保母資格と保育士との違いとは?保母資格のままでは保育士として働けない?

保育士の豆知識

数年前までは保育士のことを「保母さん」と呼んでいましたよね。

そしていつの間にか「保母資格」ではなく「保育士資格」と資格の名称まで変わっています。

保母資格を持っている人は「保母資格と保育士資格なんか違うの?」「保母資格のままなら働けないの?」と疑問を持ちながら、そのまま過ごしてきたという人もいるのではないでしょうか。

本記事では、保母資格と保育士資格の違いや保母資格から保育士資格へ変更の仕方など、詳しく紹介します。

保母資格とは

簡単に言うと、保母資格は、保育士として試験に合格したことを証明するものです。

そして、保母資格は、2003年(平成15年)11月28日までの資格取得者に交付されていた書類。

そのため、2003年11月28日以前に保育士試験に合格した人は「保母資格」が手元にあるでしょう。

2003年11月に児童福祉法が改正されたことによって、保母資格の証明証だけでは「保育士」として働くことが出来なくなりました。

保母資格と保育士の違い

2003年11月児童法改正後、保育士資格と保母資格は「保育士資格」に統一されました。

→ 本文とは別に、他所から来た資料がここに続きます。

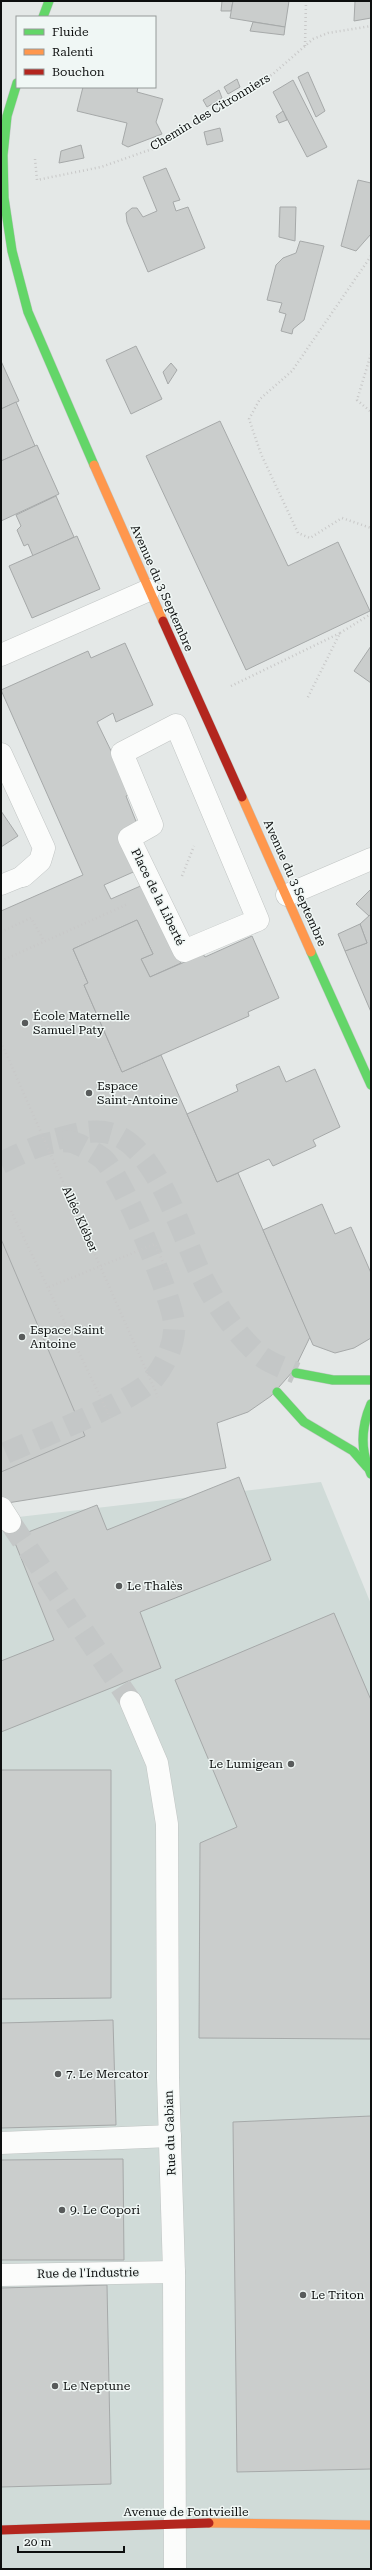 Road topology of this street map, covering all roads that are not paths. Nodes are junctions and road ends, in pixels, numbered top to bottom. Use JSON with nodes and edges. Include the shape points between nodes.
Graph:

保育に関する専門的な知識を身に付け、試験に合格したことに違いはありません。

しかし、上記で触れた通り、児童福祉法改正から現在は「保育士登録をしなければ保育士と名乗って仕事をすることが出来ない」のです。

そこが大きな違いですね。

保母資格のままでいると、何か不便がある?

保母資格を履歴書に記入することは可能。

しかし、上記で触れた通り、保母資格のままでは、保育園で保育士として働くことは出来ません。

ただし、認可外保育園などで「保育補助」として働くことは可能です。

「働くことは可能」とはいえ、せっかく保母資格を持っていても「有資格者」ではなく「無資格者」として雇われます。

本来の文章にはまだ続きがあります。